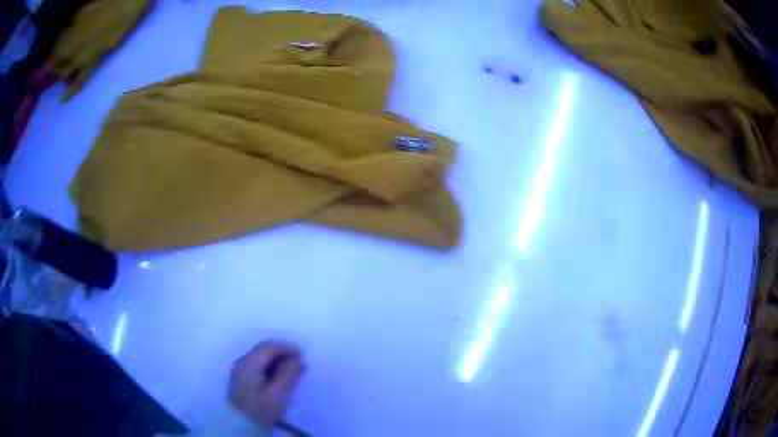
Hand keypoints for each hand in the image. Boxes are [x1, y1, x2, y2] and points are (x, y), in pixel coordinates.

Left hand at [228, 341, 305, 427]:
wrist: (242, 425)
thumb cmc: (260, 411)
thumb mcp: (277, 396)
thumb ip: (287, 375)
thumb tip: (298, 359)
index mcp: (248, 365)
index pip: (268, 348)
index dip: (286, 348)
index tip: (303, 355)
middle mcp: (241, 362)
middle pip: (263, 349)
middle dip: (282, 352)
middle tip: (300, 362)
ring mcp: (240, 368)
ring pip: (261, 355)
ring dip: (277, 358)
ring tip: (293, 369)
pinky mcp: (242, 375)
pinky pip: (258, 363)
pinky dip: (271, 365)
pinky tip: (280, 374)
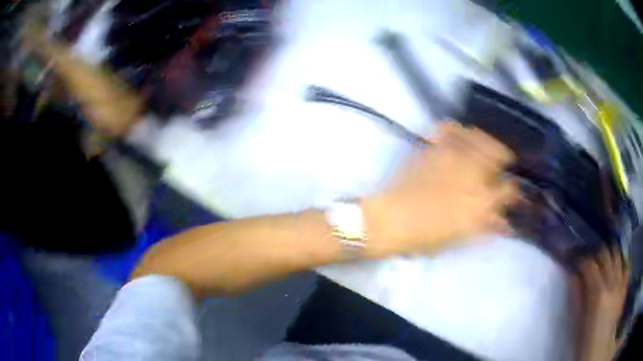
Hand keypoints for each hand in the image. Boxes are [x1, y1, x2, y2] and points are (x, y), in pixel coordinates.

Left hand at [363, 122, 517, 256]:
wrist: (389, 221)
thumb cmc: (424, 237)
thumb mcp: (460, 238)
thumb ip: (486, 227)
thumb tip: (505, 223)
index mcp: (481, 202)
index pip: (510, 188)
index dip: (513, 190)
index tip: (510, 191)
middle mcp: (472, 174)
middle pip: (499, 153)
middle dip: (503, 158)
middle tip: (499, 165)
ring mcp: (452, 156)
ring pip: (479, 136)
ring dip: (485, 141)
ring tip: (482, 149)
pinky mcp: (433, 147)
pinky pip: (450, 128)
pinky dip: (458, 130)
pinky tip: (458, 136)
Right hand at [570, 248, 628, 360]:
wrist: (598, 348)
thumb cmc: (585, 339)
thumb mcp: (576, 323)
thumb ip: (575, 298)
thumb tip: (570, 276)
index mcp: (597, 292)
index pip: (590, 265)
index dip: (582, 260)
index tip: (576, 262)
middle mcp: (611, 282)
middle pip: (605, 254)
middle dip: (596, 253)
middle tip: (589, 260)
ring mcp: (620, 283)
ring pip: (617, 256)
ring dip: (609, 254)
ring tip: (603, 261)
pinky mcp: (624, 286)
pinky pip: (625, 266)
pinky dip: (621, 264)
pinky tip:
....................
[WHAT IS EXPECTED] The entries above are to be reproduced exactly, with the pictures dropped.

[REPLY]
Hand keypoints for each hand in the image. Boxes are [x1, y1, x2, y2] and points are (x, y), in pixel coordinates.

Left hand at [228, 341, 305, 427]:
wrist: (242, 425)
thumb cmc: (260, 411)
thumb mcp: (277, 396)
thumb ip: (287, 375)
thumb tip: (298, 359)
index mcp: (248, 365)
index pip: (268, 348)
index dip: (286, 348)
index tip: (303, 355)
middle mcp: (241, 362)
middle pip: (263, 349)
middle dip: (282, 352)
middle tip: (300, 362)
ring mcp: (240, 368)
ring pip: (261, 355)
ring dip: (277, 358)
ring tip: (293, 369)
pinky mcp: (242, 375)
pinky pip: (258, 363)
pinky dip: (271, 365)
pinky tip: (280, 374)
Hand keypoints for each hand in the image. Boxes are [x1, y1, x2, y2] and points are (x, y), in pixel coordinates.

Left hand at [363, 122, 517, 256]:
wrist: (389, 221)
thumb cmc: (424, 237)
thumb mcp: (460, 238)
thumb ip: (486, 227)
thumb tip: (505, 223)
index mcp: (481, 202)
index pip: (510, 188)
index dip: (513, 190)
index tip: (510, 191)
middle mcp: (472, 174)
middle pip: (499, 153)
middle dip: (503, 158)
middle tip: (499, 165)
ring mcp: (452, 156)
ring pip: (479, 136)
ring dip: (485, 141)
ring tip: (482, 149)
pinky mcp: (433, 147)
pinky pip: (450, 128)
pinky dip: (458, 130)
pinky tip: (458, 136)
Right hand at [570, 248, 628, 360]:
wrist: (598, 348)
thumb cmc: (585, 339)
thumb mcp: (576, 323)
thumb ip: (575, 298)
thumb tip: (570, 276)
index mcp: (597, 292)
index pip: (590, 265)
index dip: (582, 260)
index tip: (576, 262)
middle mcp: (611, 282)
middle pip: (605, 254)
middle dip: (596, 253)
middle tip: (589, 260)
ring mcp: (620, 283)
ring pip: (617, 256)
ring dip: (609, 254)
ring tip: (603, 261)
pinky mcp: (624, 286)
pinky pip: (625, 266)
pinky dip: (621, 264)
pinky tip:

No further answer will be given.